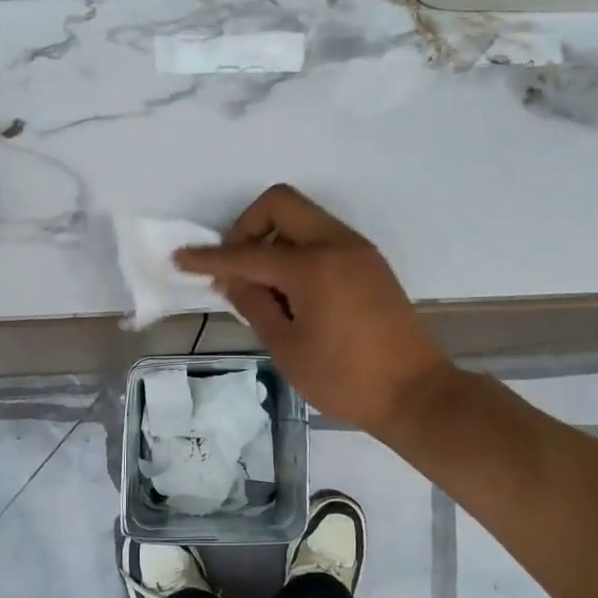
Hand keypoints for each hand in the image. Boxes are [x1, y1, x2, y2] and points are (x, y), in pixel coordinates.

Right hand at [175, 184, 457, 434]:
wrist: (416, 393)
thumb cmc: (345, 378)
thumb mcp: (288, 347)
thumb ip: (255, 304)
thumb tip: (231, 278)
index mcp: (313, 266)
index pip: (248, 253)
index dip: (210, 257)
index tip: (181, 257)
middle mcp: (337, 244)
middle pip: (280, 204)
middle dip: (248, 227)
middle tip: (237, 268)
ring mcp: (358, 250)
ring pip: (304, 217)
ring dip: (274, 238)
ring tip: (264, 286)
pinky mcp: (370, 262)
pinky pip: (323, 237)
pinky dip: (298, 250)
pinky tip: (292, 290)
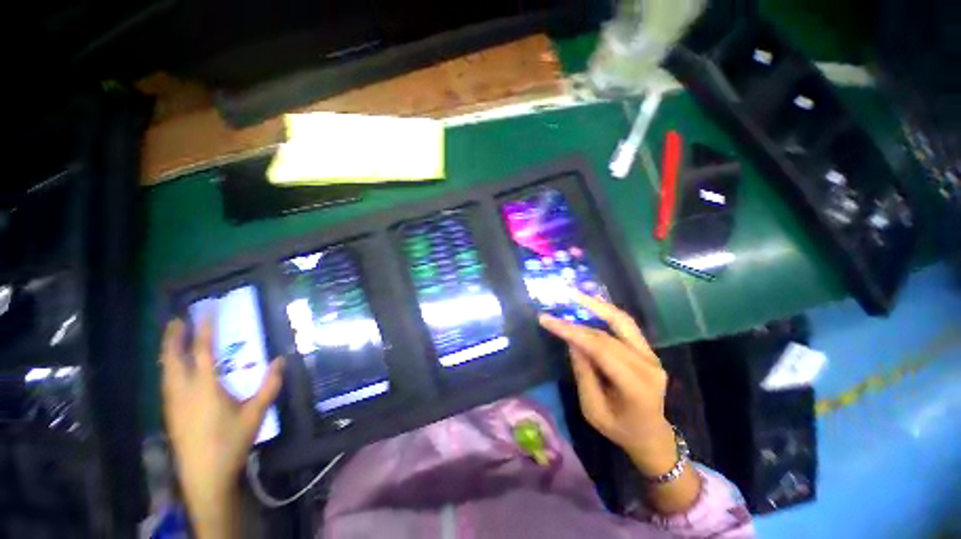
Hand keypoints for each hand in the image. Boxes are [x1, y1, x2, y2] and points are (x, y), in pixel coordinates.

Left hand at [160, 318, 283, 537]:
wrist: (204, 475)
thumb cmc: (231, 441)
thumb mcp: (256, 413)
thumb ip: (269, 385)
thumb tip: (280, 360)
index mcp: (205, 387)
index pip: (202, 351)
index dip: (204, 329)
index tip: (207, 311)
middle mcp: (183, 390)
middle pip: (173, 358)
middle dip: (173, 337)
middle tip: (178, 319)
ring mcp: (173, 402)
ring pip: (165, 370)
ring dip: (168, 351)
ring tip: (172, 337)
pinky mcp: (170, 412)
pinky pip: (166, 381)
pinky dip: (167, 367)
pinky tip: (172, 368)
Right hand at [539, 295, 700, 513]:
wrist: (652, 436)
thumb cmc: (619, 429)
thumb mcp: (592, 409)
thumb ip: (583, 373)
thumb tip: (572, 341)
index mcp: (635, 386)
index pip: (599, 349)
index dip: (572, 331)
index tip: (546, 320)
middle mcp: (648, 365)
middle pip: (608, 334)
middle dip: (577, 320)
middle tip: (556, 306)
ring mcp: (652, 356)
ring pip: (622, 321)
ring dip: (597, 305)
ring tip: (575, 295)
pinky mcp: (648, 350)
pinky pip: (627, 325)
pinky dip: (607, 312)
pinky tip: (592, 304)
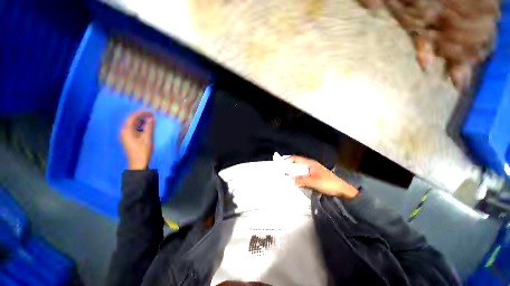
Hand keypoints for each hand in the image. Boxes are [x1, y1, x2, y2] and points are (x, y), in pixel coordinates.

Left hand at [120, 111, 154, 169]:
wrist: (137, 162)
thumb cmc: (142, 150)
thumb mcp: (148, 137)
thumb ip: (149, 127)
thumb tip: (152, 118)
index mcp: (127, 130)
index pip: (132, 117)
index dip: (141, 113)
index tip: (151, 112)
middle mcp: (124, 131)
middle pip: (131, 120)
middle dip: (141, 116)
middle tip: (151, 116)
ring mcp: (125, 135)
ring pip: (132, 124)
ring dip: (141, 121)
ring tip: (150, 121)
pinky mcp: (128, 138)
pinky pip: (133, 129)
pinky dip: (140, 126)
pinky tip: (146, 127)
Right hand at [288, 156, 358, 198]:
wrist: (342, 191)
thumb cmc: (328, 183)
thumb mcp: (314, 181)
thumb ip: (301, 179)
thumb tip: (289, 179)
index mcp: (310, 163)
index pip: (296, 158)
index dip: (288, 159)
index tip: (280, 163)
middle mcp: (310, 165)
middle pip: (297, 164)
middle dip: (289, 166)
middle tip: (281, 170)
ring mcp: (312, 171)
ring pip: (300, 170)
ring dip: (293, 172)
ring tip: (286, 176)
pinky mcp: (314, 177)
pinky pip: (303, 175)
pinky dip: (298, 177)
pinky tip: (295, 181)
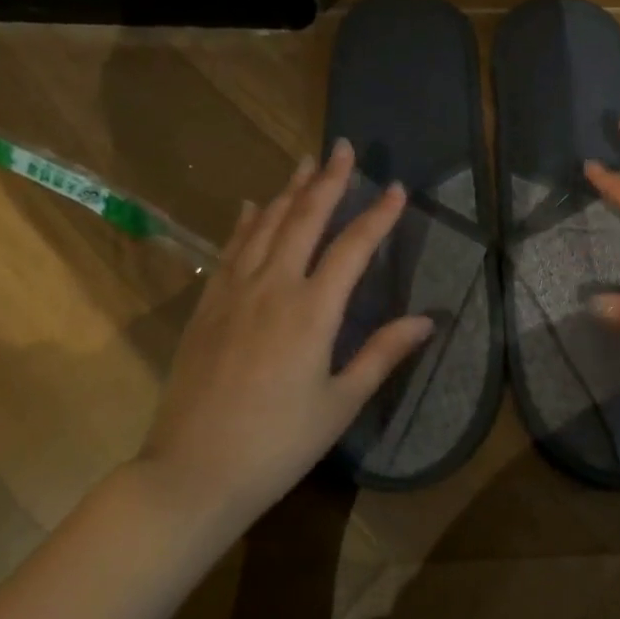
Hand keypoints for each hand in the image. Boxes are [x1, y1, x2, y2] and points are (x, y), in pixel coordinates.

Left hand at [141, 140, 433, 523]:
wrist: (193, 471)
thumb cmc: (278, 444)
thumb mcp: (340, 403)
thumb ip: (382, 354)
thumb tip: (427, 319)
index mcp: (312, 311)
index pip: (353, 247)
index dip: (378, 215)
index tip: (396, 187)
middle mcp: (273, 287)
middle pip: (305, 220)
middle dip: (328, 180)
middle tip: (343, 147)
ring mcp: (234, 292)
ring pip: (265, 226)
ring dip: (288, 190)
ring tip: (305, 162)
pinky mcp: (208, 306)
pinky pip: (231, 249)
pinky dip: (245, 222)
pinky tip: (251, 205)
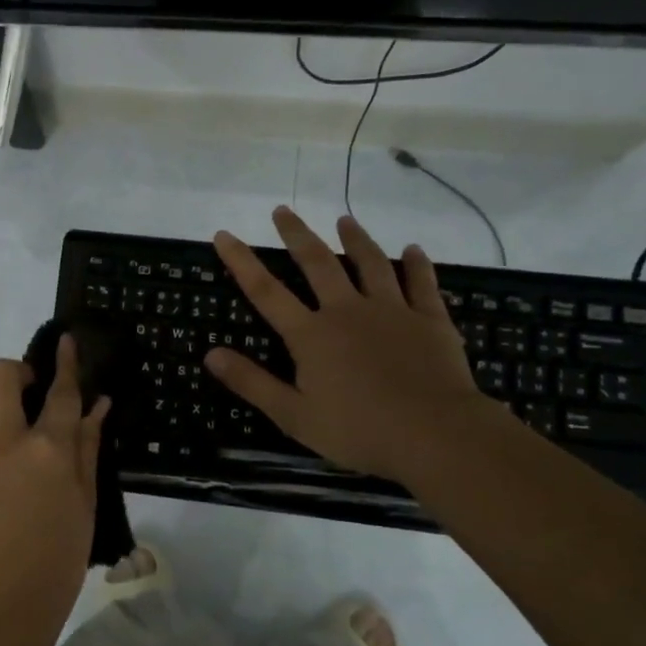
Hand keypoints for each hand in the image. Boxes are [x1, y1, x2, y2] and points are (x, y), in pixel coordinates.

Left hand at [0, 336, 109, 627]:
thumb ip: (88, 448)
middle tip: (30, 391)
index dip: (66, 362)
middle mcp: (7, 441)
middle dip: (15, 371)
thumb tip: (98, 408)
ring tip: (5, 420)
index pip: (61, 392)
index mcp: (49, 450)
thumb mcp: (85, 501)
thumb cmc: (59, 557)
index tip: (65, 339)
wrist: (4, 601)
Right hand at [204, 206, 489, 482]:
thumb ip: (251, 382)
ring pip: (370, 264)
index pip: (266, 291)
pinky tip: (414, 249)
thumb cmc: (359, 430)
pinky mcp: (430, 320)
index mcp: (311, 335)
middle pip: (318, 263)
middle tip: (283, 210)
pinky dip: (417, 265)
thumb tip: (209, 354)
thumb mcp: (293, 415)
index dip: (242, 261)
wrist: (436, 435)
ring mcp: (392, 311)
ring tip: (344, 219)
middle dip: (297, 235)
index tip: (224, 234)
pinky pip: (422, 283)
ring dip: (355, 239)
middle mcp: (347, 311)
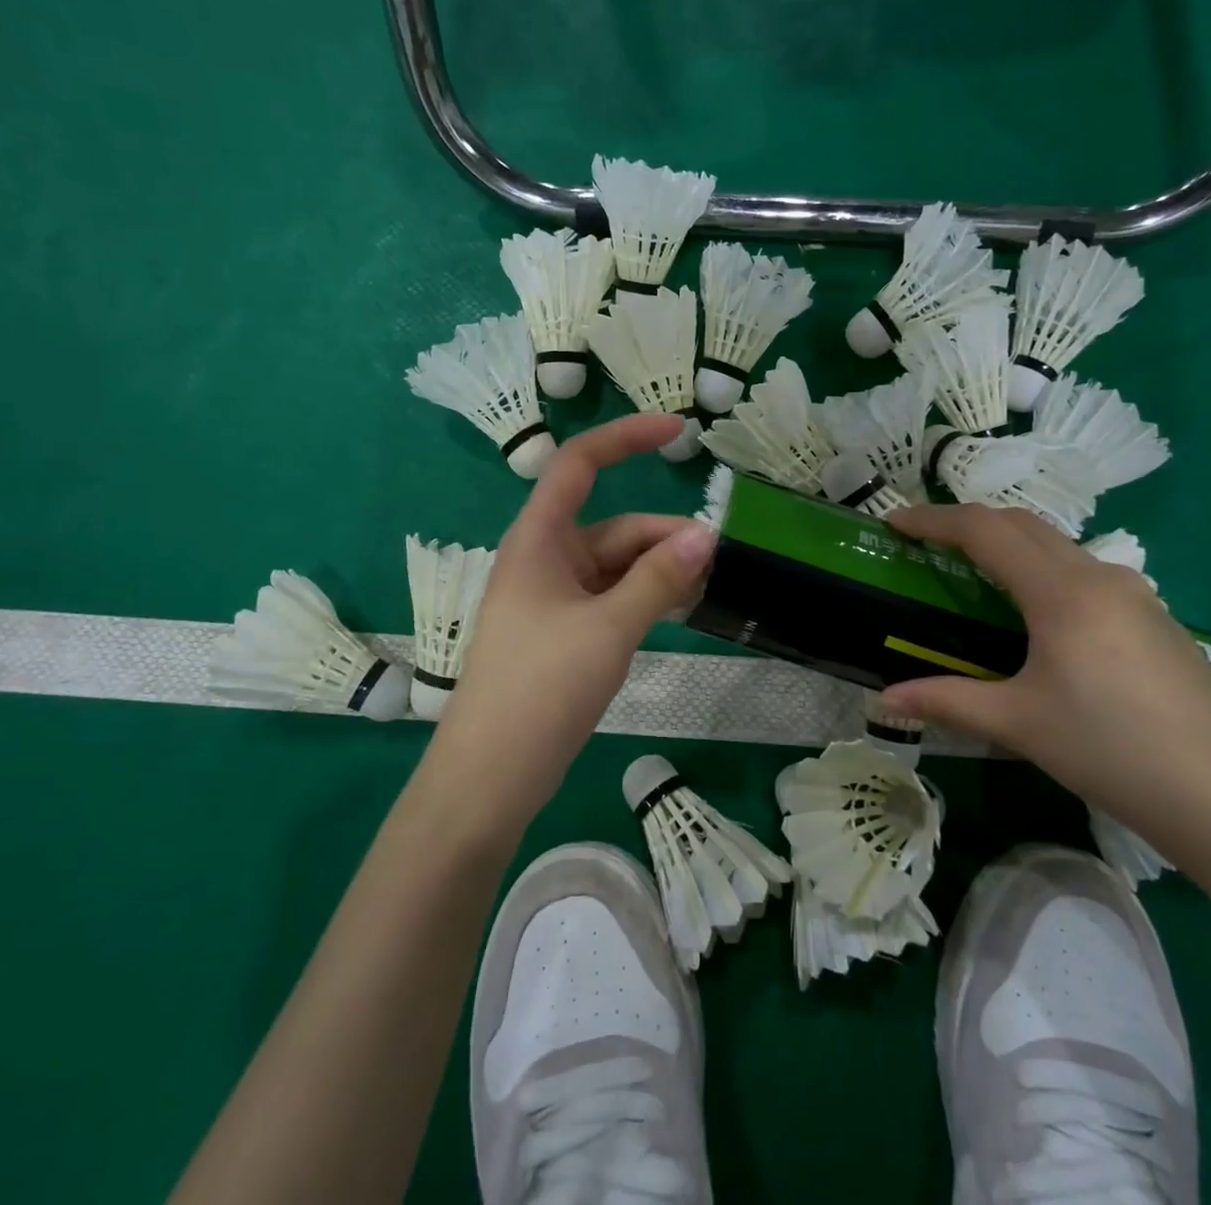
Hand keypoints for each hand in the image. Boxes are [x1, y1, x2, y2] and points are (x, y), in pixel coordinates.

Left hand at [431, 413, 716, 820]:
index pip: (580, 464)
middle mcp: (547, 559)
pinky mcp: (566, 632)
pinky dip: (647, 597)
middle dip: (666, 537)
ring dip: (661, 570)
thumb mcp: (608, 629)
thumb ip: (658, 578)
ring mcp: (556, 598)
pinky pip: (614, 597)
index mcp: (539, 540)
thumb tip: (706, 532)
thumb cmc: (539, 689)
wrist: (490, 777)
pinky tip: (680, 610)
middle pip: (615, 527)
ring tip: (707, 588)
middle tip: (719, 560)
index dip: (627, 438)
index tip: (681, 432)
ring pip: (619, 566)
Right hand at [881, 504, 1210, 874]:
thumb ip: (947, 701)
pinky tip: (1038, 614)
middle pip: (1022, 524)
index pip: (984, 531)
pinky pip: (1085, 573)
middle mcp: (1099, 577)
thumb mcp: (1020, 724)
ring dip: (1010, 543)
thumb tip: (884, 701)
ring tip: (974, 570)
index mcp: (1061, 592)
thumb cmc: (1114, 752)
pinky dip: (1043, 569)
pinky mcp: (1156, 620)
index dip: (933, 519)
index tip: (894, 521)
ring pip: (1058, 545)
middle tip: (926, 542)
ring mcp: (1136, 595)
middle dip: (968, 522)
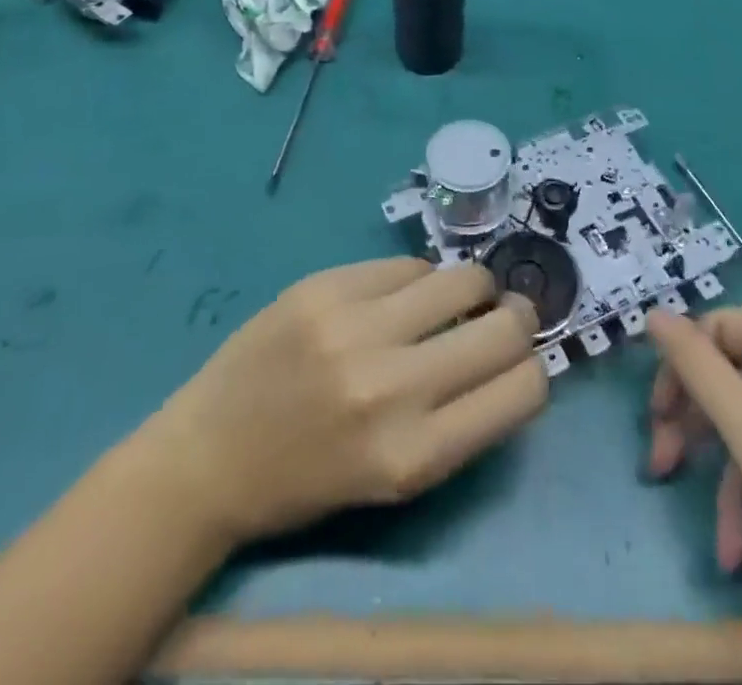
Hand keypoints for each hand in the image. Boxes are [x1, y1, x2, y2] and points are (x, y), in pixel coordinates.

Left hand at [141, 258, 547, 548]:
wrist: (208, 456)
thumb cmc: (309, 478)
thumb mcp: (397, 477)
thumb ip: (461, 419)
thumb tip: (515, 350)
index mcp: (415, 456)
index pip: (524, 388)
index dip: (533, 368)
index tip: (518, 361)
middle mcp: (393, 388)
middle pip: (506, 326)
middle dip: (516, 317)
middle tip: (499, 316)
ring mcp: (356, 328)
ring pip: (465, 277)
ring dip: (471, 287)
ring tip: (448, 299)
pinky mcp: (326, 285)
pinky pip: (409, 263)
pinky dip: (416, 279)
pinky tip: (394, 297)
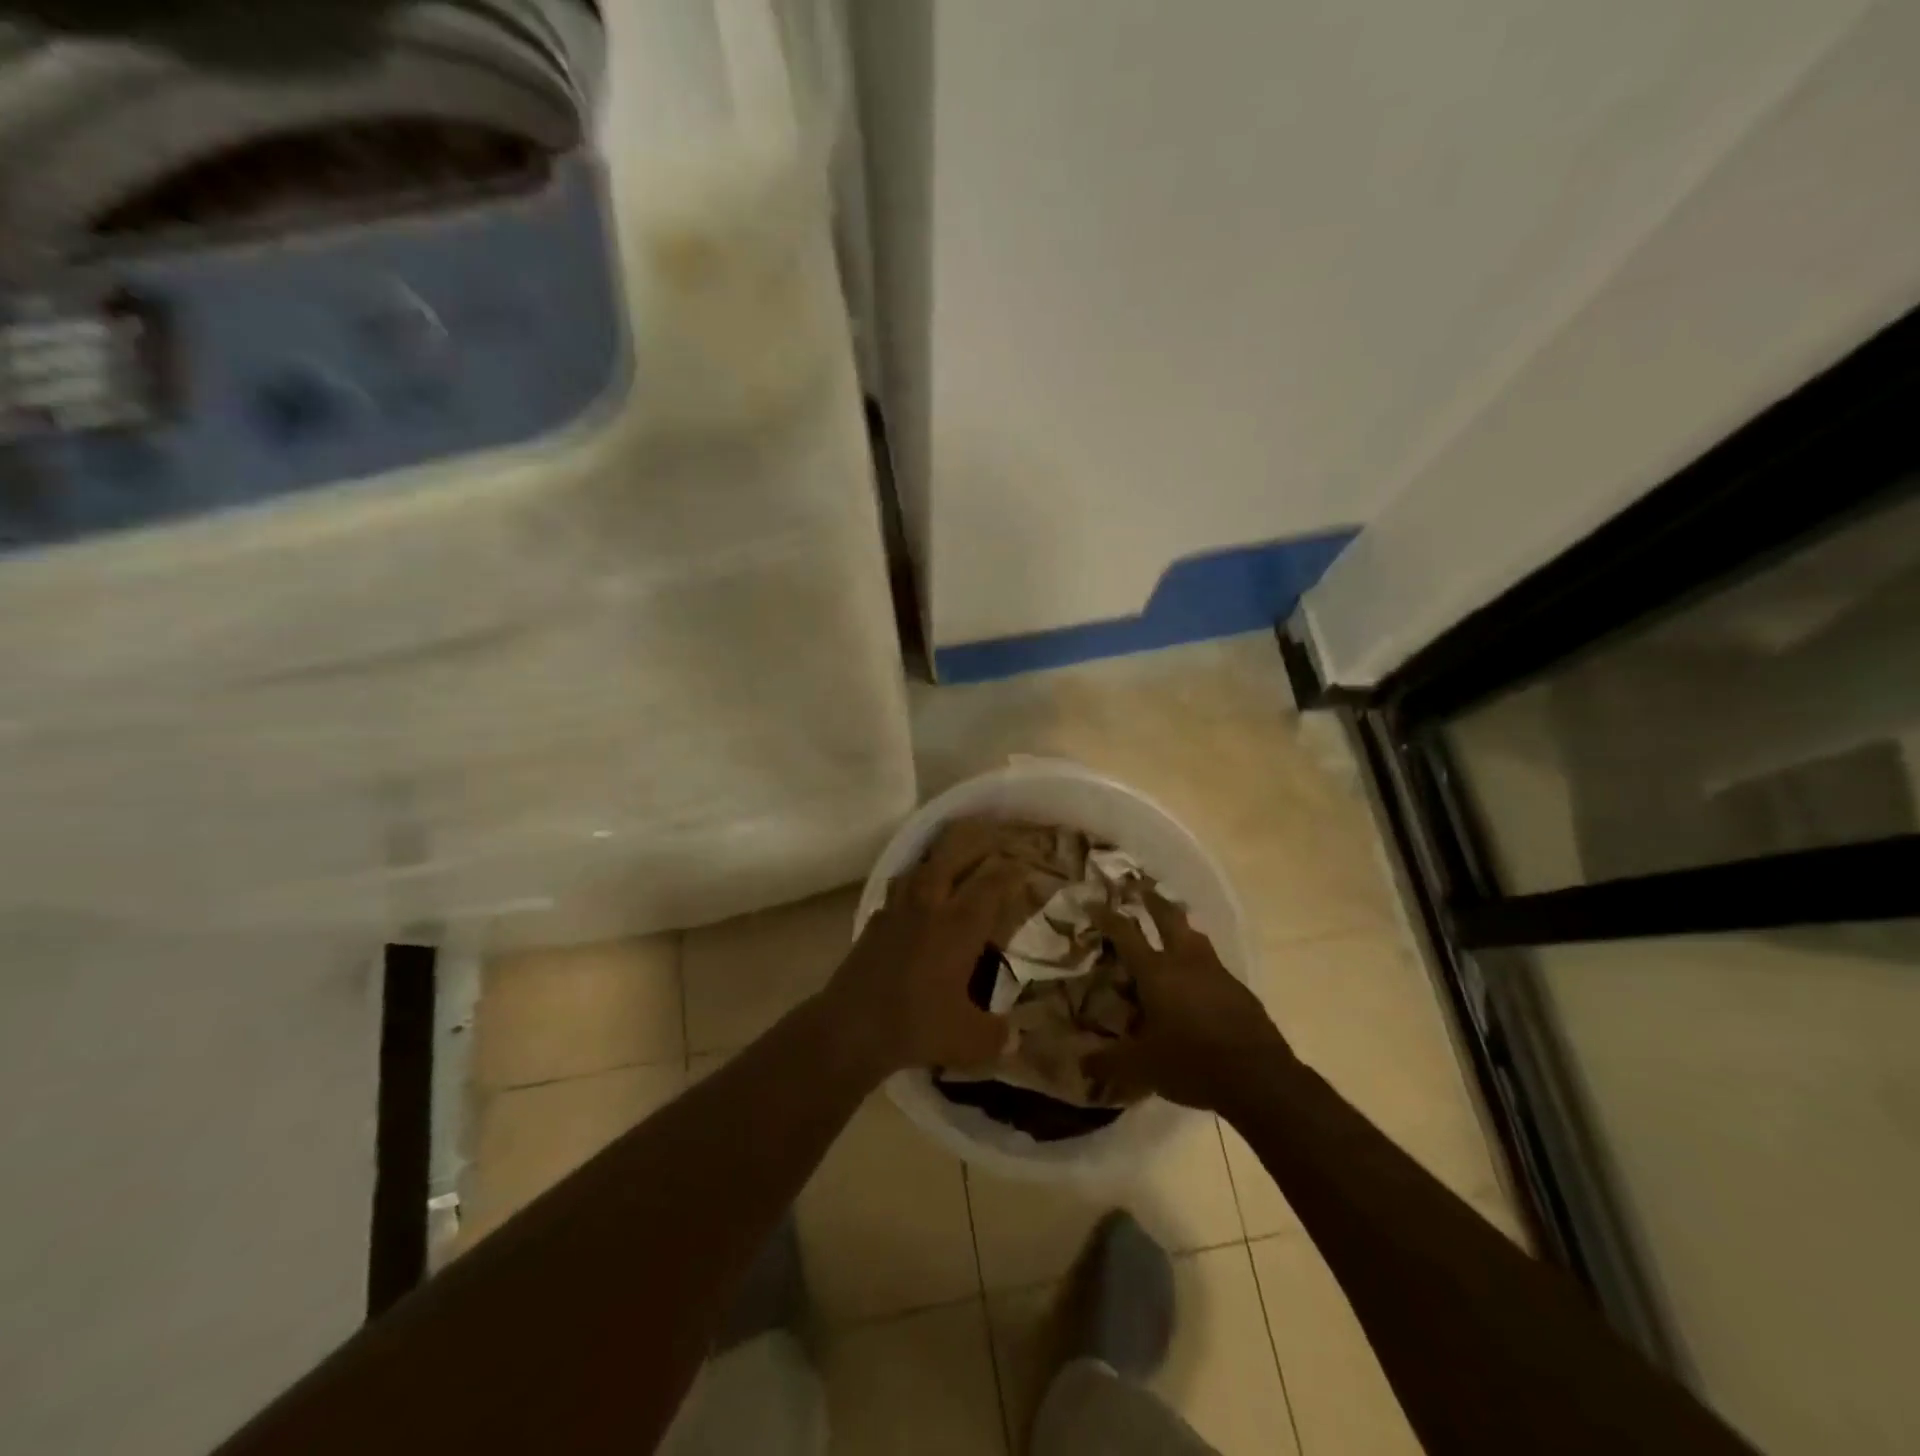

• • • • • • •

*What needs to be done*:
Tell how many lines of the material above hold "Left", answering with a bare number.

*Completed task*:
6